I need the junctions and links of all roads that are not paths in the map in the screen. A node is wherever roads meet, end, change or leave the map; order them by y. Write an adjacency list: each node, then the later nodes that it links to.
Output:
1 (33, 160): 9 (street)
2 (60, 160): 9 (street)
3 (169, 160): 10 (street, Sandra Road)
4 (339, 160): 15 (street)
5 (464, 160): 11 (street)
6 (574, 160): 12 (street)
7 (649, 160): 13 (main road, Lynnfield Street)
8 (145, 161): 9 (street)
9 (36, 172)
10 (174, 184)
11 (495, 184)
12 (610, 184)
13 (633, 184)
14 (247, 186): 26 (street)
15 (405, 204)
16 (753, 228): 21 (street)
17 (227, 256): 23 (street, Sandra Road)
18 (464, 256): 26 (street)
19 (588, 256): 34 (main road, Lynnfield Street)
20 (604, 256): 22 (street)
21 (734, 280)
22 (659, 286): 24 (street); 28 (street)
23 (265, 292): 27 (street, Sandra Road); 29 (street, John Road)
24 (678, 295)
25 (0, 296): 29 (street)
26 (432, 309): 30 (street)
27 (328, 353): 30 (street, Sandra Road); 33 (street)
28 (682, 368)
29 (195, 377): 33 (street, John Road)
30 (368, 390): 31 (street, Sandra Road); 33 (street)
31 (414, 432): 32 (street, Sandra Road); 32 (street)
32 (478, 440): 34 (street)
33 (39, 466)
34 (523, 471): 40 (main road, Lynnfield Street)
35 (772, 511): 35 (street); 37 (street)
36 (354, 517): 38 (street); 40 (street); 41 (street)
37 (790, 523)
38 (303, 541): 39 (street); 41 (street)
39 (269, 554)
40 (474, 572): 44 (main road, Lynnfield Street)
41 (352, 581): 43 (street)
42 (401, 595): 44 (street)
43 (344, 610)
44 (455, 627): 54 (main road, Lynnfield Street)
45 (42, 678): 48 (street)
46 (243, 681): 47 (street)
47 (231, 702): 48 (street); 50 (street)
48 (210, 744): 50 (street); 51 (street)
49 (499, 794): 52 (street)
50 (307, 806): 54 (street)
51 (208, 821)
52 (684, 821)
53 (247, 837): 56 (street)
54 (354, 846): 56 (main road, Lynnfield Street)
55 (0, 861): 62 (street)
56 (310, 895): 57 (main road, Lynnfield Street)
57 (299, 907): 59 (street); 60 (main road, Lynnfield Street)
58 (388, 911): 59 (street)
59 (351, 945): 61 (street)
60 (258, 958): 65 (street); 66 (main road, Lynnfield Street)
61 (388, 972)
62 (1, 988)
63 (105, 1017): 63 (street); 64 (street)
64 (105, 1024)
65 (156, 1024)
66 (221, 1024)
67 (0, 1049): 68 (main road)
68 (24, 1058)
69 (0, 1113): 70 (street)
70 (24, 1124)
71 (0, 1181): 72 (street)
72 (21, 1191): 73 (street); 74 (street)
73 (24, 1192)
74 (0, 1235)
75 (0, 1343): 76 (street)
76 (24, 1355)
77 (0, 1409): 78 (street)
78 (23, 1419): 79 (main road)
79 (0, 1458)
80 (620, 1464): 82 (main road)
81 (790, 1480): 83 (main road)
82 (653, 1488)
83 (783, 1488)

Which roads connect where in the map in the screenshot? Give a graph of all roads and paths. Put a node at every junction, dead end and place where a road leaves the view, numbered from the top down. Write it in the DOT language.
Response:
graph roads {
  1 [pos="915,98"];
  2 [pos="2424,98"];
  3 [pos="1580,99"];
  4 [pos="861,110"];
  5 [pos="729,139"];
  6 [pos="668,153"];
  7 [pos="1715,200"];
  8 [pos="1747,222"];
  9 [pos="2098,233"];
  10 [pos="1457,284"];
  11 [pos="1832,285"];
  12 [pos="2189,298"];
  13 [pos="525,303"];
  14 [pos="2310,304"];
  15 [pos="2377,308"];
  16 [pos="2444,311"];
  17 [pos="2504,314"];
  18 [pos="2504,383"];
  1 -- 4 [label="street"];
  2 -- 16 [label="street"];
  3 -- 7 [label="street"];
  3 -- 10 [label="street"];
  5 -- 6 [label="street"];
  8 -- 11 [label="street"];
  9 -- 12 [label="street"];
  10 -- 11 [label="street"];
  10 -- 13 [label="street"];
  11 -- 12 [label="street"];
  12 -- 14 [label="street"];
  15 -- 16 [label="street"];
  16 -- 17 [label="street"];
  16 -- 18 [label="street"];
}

◆ ◆ ◆

Problem details ->
How many of the listing's lines include "Lynnfield"? State only that number.

Answer area ->
9